Conçu par l’architecte Destailleur au XIXe siècle, le décor du salon des Oiseaux présente une riche ornementation caractéristique du style Second Empire. Les boiseries, peintes en blanc et or, sont ornées d’arabesques et de guirlandes et les dessus-de-porte sont décorés de corbeilles de fruits et d’oiseaux. La corniche est enrichie de petites consoles alternant avec des motifs symboliques se référant à la Justice, dont le bouclier des Amazones, le « pelta », symbole de protection. De même, le grand panneau faisant face à la place Vendôme est orné d’une composition dans le style du XVIIIe siècle représentant tous les symboles de la justice : la table de la Loi, le glaive, la main de justice, la balance, les feuilles de chêne, le faisceau des licteurs et la torche. Une belle console, récemment restaurée, porte une glace sans tain.

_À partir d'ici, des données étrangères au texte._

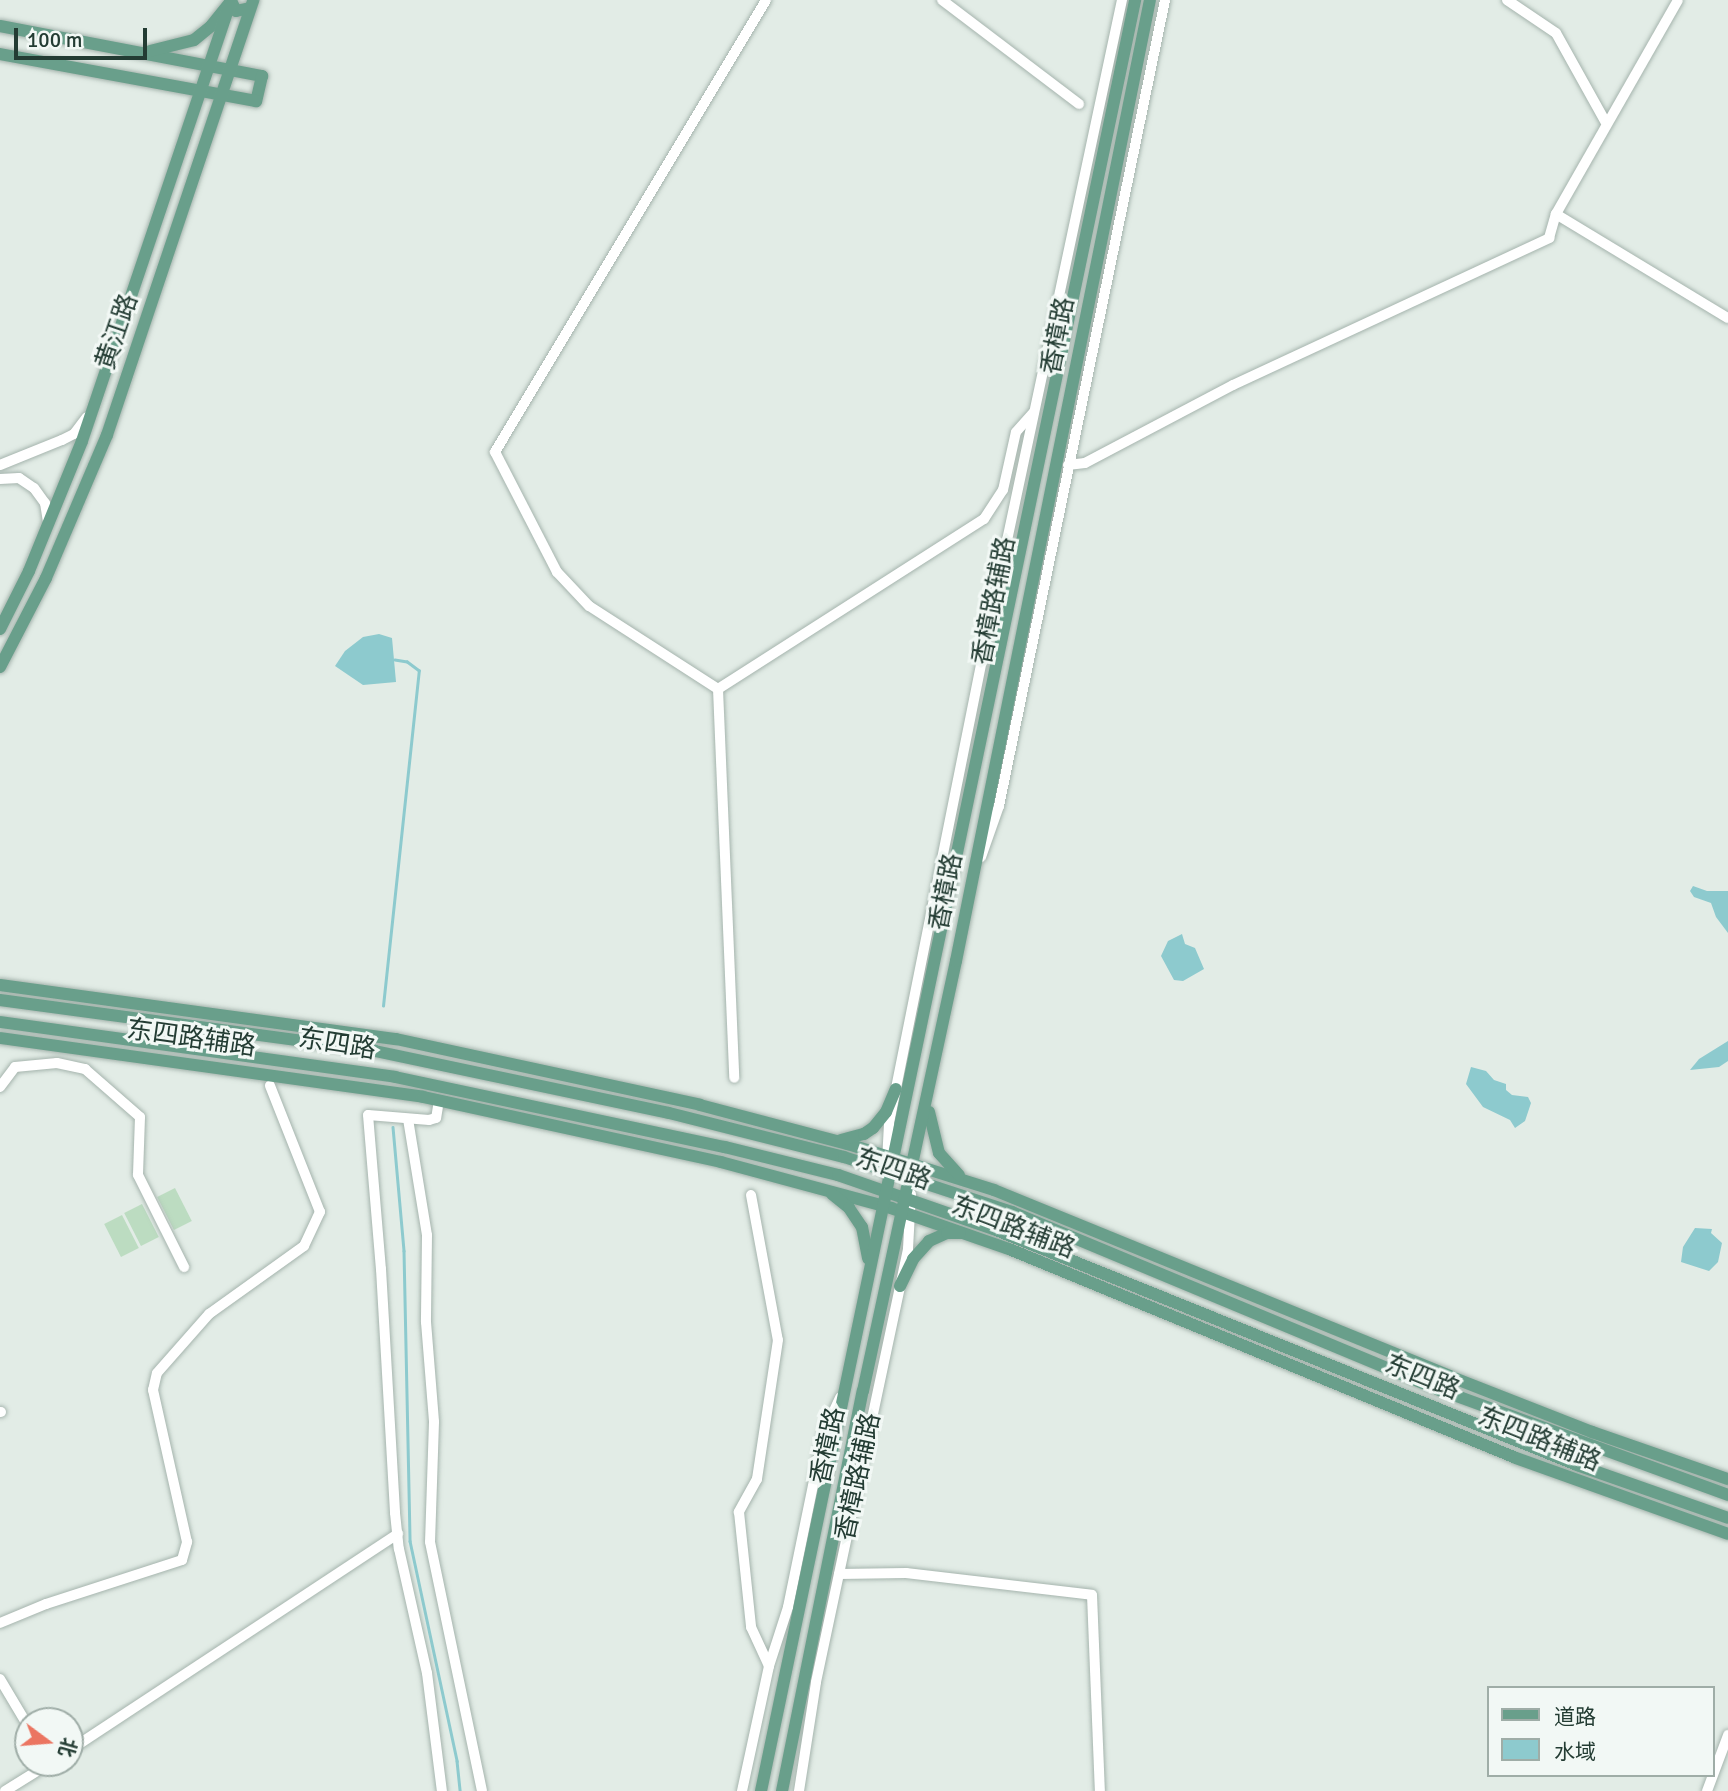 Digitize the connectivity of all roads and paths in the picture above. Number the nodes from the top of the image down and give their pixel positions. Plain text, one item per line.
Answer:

Le salon des Portraits, au premier étage sur le jardin

Salon doré

Le décor de ce salon date très certainement de 1718, lorsque l’hôtel de Bourvallais est réaménagé et redécoré par Robert de Cotte pour le chancelier de France. Bruno Pons attribue la réalisation de ce décor à l’atelier de Degoullons et à ses associés, qui travaillaient au service des Bâtiments du roi. Appelé dans les sources « sallon doré », le décor est caractéristique du style des Bâtiments du roi sous la Régence, avec les lambris blancs et or, les grandes roses au milieu des panneaux et les grands trumeaux de glace. La glace posée sur la cheminée est encadrée par deux pilastres d’ordre composite. Les entrelacs de la rosace sont habités par plusieurs petits dragons et la corniche est ornée de rinceaux peuplés de putti et d’animaux. Les médaillons ailés placés dans les angles évoquent la nouvelle destination de l’hôtel, avec une allégorie de la Justice armée du glaive et de la balance ou encore la Force, représentée solidement appuyée sur le fût d’une colonne.